Poor old Prue Leith.
No sooner had Channel 4 lined up the improved audience ratings press release for the new series of the Great British Bake Off then she only goes and blows it all by tweeting the name of the winner before the final had even been broadcasted. Bravo Prue!
Yet another example of a 'crisis' being played out on social media. I say 'crisis' because we all know it's really no big deal, except potentially it could have been, if it had impacted on ratings figures and therefore advertising revenue. But Prue has taken the hit, and Channel 4 has come out of it ok, so far.
Crisis communications management is one thing I enjoy, believe it or not. I've been a Head of Communications for a local authority in London, and also delivered a number of courses for civil servants at the Home Office with the brilliant Helpful Technology in how to manage a crisis on social media, so I've got a bit of experience too.
Here are my top 10 tips:
If something does happen, respond quickly and in brief. You need to establish your authority as soon as you can after things go wrong, and get people to come to you for information, not other sources.
2. But also be human in your response. People want to know that you care before they care what you know. So respond with empathy, whilst also stating the facts and clarifying the situation.
3. And also, be honest and accountable. If you have made a mistake, own up to it. This one may be a concern, especially if you're worried about admittance of liability, but if it's obvious that something has gone wrong, you shouldn't deny it, and you need to make sure people know that you're working to resolve the problem.
4. When things go wrong, forget marketing, it's about communications. So engage, and have a conversation. Don't just roll out a press statement and hope it'll go away; talk to your customers, but more importantly listen, and address their concerns. And make sure you do this throughout the whole crisis, and not just in the immediate aftermath. Don't ignore your customer service in times of crisis, it should be aligned with what you're saying in terms of PR statements and communications messages.
5. Be proactive when times are good. Build up your brand, your business, your customers and therefore your advocates. These are the people that know you're good at what you do, and that you care about it as well. Because they may be the ones fighting your corner when things go wrong, or at least not judging you for it. You need to be both trusted and respected. This means always having an open door to engagement, talking to your customers, responding to issues, and talking about the things that you do well. Your business as usual communications and marketing plan is just as important in a crisis as your emergency plan.
6. Don't be naive, a crisis could happen to you or your business. So have an emergency plan. Be prepared and manage risks. This emergency plan should cover a lot, including draft statements, who is on call 24/7, what to do if the crisis affects your IT systems, media advice for your spokespeople, who signs off messages, contact numbers for the relevant people and passwords for all your social media accounts. This plan should be distributed across the whole of your business too, and not just kept within the communications team. And if you have time, test it too. This is part of being prepared.

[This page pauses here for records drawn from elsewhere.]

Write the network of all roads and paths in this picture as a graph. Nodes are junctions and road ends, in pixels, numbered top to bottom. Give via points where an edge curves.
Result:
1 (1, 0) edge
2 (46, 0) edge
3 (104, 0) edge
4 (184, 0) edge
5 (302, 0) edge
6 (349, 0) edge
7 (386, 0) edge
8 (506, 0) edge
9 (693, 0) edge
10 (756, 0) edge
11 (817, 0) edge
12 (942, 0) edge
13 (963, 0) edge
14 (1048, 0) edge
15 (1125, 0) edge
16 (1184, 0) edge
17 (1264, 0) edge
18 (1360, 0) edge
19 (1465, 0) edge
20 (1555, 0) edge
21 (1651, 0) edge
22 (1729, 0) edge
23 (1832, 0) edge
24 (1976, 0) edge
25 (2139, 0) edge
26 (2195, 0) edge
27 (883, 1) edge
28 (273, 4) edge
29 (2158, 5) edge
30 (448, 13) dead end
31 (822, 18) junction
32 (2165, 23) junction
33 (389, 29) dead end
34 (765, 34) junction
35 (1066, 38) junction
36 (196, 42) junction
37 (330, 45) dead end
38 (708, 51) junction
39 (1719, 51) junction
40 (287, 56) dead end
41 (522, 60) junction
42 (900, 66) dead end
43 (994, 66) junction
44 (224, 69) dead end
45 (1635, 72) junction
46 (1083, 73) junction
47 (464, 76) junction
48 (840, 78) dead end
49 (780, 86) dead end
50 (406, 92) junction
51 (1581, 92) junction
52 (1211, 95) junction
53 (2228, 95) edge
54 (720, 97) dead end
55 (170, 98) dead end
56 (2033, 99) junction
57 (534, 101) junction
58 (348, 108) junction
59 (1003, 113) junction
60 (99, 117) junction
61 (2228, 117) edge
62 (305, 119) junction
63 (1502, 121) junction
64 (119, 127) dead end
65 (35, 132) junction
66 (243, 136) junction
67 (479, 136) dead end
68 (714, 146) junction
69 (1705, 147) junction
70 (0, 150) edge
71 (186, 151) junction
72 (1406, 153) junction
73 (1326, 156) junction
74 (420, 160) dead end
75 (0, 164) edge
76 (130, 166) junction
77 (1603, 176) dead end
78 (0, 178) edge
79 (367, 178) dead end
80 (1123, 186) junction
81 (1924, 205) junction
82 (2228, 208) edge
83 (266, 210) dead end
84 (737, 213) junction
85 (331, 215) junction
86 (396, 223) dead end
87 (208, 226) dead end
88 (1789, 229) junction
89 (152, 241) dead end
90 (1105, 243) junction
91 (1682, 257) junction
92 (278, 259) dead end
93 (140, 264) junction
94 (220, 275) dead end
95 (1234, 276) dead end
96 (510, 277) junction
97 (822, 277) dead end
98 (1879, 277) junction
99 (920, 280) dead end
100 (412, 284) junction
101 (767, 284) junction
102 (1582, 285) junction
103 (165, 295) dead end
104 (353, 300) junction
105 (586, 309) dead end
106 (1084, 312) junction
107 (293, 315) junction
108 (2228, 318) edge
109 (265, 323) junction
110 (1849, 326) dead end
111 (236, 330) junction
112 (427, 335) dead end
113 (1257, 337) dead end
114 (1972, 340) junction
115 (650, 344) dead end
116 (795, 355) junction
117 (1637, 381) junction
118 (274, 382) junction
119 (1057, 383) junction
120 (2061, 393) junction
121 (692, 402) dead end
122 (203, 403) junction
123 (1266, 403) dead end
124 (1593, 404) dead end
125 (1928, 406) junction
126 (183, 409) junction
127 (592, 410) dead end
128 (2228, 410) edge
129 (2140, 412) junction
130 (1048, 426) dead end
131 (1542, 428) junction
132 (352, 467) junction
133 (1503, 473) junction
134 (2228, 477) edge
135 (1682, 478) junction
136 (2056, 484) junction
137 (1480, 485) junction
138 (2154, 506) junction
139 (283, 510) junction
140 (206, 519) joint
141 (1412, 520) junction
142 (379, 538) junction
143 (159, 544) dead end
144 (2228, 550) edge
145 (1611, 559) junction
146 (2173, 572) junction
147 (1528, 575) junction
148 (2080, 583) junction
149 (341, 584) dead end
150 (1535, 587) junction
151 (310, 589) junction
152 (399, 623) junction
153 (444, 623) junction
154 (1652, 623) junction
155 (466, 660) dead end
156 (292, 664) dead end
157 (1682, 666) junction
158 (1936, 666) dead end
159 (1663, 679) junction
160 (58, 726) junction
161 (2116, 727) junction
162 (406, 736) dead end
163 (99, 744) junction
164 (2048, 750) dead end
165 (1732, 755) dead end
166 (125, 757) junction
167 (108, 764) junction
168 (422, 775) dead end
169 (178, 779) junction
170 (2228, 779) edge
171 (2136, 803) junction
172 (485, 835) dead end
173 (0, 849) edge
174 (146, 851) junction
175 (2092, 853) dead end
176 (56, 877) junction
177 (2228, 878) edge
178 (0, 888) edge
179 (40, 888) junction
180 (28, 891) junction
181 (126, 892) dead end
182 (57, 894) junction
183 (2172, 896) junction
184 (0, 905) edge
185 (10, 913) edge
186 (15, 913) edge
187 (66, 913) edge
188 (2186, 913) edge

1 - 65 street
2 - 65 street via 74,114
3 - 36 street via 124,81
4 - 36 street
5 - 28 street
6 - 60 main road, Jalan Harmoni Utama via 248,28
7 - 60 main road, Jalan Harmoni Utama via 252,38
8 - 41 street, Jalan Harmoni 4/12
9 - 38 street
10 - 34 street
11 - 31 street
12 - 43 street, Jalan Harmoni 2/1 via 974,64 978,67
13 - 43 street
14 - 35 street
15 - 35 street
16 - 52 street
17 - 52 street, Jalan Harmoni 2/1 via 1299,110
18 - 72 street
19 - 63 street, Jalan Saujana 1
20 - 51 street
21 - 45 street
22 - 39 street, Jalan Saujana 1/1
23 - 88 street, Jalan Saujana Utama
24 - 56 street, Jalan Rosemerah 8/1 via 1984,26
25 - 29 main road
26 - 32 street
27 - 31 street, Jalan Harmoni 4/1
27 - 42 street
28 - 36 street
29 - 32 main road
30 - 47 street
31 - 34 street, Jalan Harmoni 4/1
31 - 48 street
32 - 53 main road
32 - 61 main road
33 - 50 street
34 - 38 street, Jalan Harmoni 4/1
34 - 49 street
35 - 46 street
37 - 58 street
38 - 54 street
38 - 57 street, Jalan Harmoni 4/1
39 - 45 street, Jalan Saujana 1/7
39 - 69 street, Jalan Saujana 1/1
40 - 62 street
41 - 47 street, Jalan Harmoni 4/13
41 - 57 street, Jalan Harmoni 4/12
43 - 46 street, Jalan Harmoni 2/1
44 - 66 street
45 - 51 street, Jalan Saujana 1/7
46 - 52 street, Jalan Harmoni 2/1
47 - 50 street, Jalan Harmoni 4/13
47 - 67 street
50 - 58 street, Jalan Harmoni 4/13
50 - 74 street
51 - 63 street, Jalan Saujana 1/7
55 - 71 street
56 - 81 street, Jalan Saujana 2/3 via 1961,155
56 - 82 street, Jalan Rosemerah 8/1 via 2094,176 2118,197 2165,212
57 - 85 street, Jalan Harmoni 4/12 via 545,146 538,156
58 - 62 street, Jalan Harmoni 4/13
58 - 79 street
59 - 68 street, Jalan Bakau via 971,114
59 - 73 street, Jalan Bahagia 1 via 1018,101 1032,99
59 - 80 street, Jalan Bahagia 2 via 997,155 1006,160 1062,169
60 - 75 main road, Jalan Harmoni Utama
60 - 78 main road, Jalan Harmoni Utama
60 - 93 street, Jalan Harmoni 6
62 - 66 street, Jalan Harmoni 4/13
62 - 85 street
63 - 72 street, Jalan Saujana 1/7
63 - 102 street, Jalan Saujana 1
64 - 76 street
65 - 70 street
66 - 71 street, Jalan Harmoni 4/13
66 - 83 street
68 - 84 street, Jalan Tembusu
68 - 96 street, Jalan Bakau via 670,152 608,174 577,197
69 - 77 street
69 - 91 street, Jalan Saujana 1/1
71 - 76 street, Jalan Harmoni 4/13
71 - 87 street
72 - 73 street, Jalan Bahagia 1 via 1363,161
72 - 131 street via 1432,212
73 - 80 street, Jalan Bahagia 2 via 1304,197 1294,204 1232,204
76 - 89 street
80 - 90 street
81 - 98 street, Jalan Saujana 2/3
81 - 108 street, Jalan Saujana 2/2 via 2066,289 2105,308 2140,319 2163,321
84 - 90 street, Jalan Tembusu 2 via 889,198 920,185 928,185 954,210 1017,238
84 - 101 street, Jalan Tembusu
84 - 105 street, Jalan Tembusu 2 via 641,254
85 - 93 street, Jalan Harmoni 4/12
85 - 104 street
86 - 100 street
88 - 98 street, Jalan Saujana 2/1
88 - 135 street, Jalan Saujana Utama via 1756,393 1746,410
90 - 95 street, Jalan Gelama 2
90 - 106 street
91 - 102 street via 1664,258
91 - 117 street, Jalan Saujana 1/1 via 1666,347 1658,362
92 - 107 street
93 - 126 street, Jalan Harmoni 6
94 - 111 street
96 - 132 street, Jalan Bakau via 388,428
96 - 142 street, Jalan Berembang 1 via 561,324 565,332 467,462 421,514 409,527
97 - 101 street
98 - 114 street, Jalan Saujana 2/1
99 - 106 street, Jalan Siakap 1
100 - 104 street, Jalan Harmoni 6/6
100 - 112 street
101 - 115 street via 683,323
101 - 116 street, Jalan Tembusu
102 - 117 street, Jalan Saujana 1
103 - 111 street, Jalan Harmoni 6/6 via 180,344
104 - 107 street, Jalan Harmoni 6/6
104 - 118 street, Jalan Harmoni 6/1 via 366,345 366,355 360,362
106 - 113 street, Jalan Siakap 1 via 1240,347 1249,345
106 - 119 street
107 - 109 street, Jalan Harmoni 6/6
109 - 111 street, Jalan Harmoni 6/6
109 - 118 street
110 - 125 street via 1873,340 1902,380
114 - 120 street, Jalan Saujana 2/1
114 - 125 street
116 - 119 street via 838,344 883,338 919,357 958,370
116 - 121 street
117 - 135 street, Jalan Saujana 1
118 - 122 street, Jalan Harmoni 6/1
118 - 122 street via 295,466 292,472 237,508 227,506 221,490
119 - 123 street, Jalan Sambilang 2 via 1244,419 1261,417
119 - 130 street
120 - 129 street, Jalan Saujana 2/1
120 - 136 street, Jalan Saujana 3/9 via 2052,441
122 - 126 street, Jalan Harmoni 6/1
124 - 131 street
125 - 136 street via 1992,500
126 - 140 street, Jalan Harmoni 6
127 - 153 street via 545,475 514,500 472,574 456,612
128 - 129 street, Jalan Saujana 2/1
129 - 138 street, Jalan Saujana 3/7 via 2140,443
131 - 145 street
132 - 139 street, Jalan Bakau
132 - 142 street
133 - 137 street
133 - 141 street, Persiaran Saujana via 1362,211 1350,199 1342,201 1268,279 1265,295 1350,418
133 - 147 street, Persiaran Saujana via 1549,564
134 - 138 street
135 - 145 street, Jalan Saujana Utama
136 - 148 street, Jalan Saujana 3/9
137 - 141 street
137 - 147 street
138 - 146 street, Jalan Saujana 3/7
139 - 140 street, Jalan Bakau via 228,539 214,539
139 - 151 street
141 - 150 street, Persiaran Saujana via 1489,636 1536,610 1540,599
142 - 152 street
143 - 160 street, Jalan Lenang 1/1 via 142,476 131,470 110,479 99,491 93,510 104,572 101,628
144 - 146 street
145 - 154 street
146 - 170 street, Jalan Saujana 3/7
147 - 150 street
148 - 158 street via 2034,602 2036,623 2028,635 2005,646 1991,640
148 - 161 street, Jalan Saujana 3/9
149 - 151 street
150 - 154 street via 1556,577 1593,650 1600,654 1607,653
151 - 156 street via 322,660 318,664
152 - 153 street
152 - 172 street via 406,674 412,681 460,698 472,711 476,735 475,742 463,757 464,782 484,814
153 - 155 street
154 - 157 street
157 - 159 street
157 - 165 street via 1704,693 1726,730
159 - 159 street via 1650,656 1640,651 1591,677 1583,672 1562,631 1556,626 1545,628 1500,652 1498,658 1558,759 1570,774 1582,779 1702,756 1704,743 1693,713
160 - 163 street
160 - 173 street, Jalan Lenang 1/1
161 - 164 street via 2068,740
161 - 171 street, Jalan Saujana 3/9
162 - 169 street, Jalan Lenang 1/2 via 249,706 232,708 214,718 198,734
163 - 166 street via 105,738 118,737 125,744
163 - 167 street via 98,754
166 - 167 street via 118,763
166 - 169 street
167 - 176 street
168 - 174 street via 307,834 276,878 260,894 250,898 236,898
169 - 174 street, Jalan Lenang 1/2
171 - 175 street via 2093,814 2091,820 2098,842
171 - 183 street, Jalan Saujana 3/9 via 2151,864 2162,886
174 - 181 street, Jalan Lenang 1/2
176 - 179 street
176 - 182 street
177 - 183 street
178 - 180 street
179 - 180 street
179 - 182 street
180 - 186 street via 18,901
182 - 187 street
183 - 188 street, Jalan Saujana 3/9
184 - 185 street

7. Evaluate news coverage and pre-empt stories. When the Grenfell Tower disaster happened, it wasn't just Kensington and Chelsea council who were asked questions. Every local authority in the UK that owned social housing was put under the spotlight around fire safety. This meant media statements that needed drafting, but also pretty complex information and data that needed sourcing. Being prepared for this was critical for hundreds of communications teams across the country.
8. Check hoaxes (aka Fake News). It's all too easy in the heat of the moment, with your CEO breathing down your neck and the complaints coming in, to assume everything you read is true. Don't assume. Check. Confirm the authenticity of the person posting the information, check any photographs using a reverse image search (https://tineye.com/ is good), and don't believe everything you're told. https://www.snopes.com/ is good for the US, but does cover some British stories too. And if something isn't true, deny it as soon as possible.
9. Cancel all scheduled tweets and media activity. Be aware in the light of any crisis of the potential impact of planned marketing or campaigns. Paddy Power fell foul of this when they tweeted during the Paris terror attacks in November 2015 with an ill-timed attempt at humour. The betting company had to hastily apologise for the tweet which had been scheduled previously, before the attacks in France took place.
10. Be prepared for you not to be the trusted voice. With the impact of smartphones, footage is more readily available, and authority is often overlooked for the 'man on the ground' who are often literally there on the scene at the time. Experts can also often be trusted more than leaders, so consider your staff and whether they can bring a voice to what has happened.
And finally, always remember to check once, check twice and check again before you tweet something embargoed, just in case you may be jumping the gun as Prue found out to her cost!